PROBLEM DETAILS | Using the listing below, report each line holding the string "Siluma".

[[ MATERIAL FOR THIS EXERCISE, beginning ]]

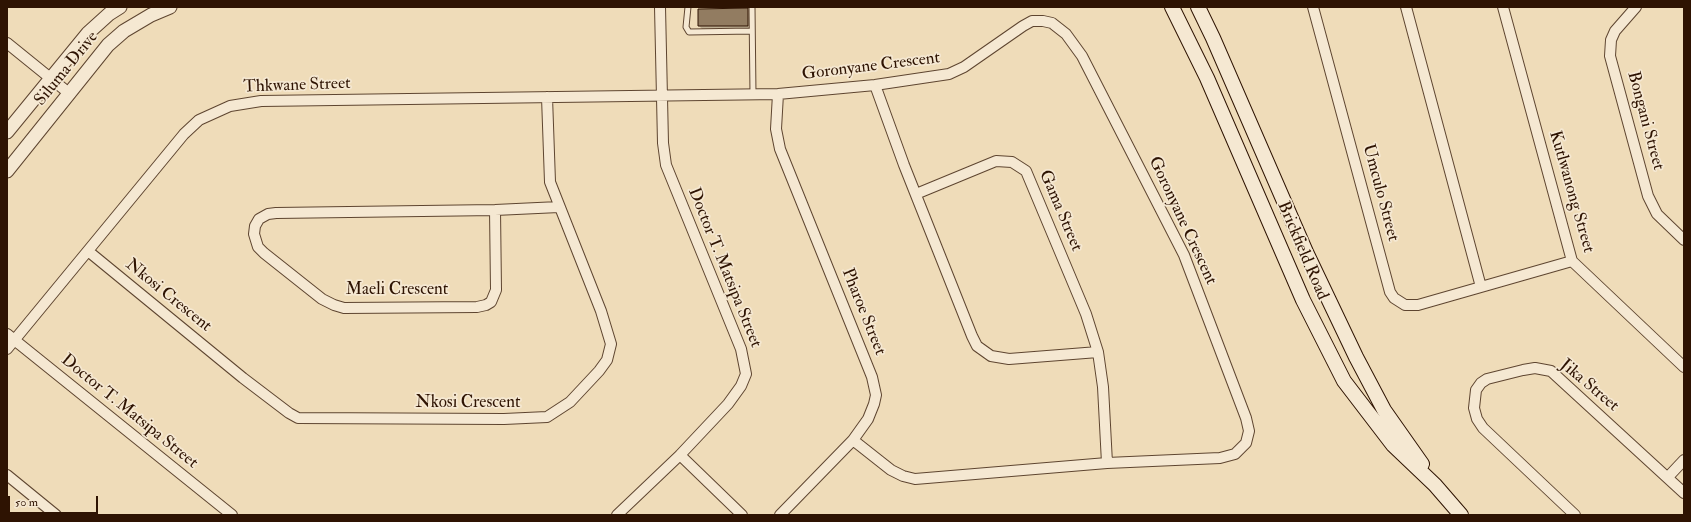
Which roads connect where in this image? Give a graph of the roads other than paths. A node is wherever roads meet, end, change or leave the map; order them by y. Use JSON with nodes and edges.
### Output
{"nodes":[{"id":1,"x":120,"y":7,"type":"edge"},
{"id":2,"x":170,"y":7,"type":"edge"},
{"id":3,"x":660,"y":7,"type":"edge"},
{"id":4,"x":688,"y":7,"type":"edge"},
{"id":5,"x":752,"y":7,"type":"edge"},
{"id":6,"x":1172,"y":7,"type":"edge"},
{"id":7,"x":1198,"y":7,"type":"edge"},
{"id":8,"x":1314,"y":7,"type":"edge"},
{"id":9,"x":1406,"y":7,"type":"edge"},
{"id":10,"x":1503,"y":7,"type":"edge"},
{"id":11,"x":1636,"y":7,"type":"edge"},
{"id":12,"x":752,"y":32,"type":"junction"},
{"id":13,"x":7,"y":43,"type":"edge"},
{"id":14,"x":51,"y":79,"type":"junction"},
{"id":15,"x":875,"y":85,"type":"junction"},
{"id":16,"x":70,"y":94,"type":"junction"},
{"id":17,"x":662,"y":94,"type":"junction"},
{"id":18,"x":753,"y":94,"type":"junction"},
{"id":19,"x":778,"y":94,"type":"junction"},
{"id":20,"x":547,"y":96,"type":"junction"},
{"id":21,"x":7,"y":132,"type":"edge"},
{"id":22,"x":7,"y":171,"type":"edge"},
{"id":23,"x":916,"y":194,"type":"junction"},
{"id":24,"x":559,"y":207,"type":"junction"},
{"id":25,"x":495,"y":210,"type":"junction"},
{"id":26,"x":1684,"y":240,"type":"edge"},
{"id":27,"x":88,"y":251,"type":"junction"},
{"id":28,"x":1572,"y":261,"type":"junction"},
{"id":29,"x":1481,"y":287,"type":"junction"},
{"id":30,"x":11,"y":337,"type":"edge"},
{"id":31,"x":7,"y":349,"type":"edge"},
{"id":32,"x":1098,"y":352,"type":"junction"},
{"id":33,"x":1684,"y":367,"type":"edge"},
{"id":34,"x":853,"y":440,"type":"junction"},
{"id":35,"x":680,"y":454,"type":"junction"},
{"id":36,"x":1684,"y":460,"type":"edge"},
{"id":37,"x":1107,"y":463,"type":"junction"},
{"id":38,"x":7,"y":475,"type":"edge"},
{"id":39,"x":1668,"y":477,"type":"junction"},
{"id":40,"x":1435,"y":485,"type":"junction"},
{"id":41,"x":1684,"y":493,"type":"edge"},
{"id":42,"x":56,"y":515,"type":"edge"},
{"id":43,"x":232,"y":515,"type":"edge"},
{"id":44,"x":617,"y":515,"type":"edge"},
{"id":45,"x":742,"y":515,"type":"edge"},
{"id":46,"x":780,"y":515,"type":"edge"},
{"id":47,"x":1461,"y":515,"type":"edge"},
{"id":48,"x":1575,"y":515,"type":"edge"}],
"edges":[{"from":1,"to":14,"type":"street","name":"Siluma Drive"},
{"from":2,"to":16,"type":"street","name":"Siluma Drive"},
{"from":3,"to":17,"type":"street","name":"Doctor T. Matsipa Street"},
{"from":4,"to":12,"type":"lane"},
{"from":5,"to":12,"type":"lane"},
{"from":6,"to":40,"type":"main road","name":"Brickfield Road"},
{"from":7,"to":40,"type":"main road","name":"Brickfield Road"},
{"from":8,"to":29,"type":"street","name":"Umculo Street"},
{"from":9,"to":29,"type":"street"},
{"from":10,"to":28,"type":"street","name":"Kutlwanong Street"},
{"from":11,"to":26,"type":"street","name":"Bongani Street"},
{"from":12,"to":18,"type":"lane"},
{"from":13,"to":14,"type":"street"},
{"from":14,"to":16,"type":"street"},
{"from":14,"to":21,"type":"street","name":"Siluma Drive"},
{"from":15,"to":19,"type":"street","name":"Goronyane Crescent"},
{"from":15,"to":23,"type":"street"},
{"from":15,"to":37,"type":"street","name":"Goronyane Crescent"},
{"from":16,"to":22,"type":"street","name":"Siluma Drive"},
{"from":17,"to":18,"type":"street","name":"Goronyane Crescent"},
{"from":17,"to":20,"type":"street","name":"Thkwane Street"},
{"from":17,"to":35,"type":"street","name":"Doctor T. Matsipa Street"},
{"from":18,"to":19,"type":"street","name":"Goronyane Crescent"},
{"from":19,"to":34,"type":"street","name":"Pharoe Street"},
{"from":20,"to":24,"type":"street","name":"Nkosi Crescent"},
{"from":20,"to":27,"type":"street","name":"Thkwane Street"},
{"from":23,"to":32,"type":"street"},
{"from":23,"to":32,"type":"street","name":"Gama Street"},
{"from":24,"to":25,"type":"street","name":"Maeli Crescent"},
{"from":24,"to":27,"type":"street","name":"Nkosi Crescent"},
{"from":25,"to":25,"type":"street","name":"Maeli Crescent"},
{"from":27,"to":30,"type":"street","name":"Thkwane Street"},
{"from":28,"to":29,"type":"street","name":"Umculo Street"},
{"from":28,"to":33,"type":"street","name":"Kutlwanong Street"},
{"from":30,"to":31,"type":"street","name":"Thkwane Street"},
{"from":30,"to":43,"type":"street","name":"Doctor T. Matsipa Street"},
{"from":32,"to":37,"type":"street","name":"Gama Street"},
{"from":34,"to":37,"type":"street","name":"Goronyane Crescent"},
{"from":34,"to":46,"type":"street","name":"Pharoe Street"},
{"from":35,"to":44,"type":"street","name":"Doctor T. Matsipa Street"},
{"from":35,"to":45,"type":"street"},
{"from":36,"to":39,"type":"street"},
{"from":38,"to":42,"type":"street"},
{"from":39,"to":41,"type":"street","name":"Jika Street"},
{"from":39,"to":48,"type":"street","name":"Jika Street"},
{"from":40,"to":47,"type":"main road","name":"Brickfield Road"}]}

[[ MATERIAL FOR THIS EXERCISE, end ]]

FINAL ANSWER |
"edges":[{"from":1,"to":14,"type":"street","name":"Siluma Drive"},
{"from":2,"to":16,"type":"street","name":"Siluma Drive"},
{"from":14,"to":21,"type":"street","name":"Siluma Drive"},
{"from":16,"to":22,"type":"street","name":"Siluma Drive"},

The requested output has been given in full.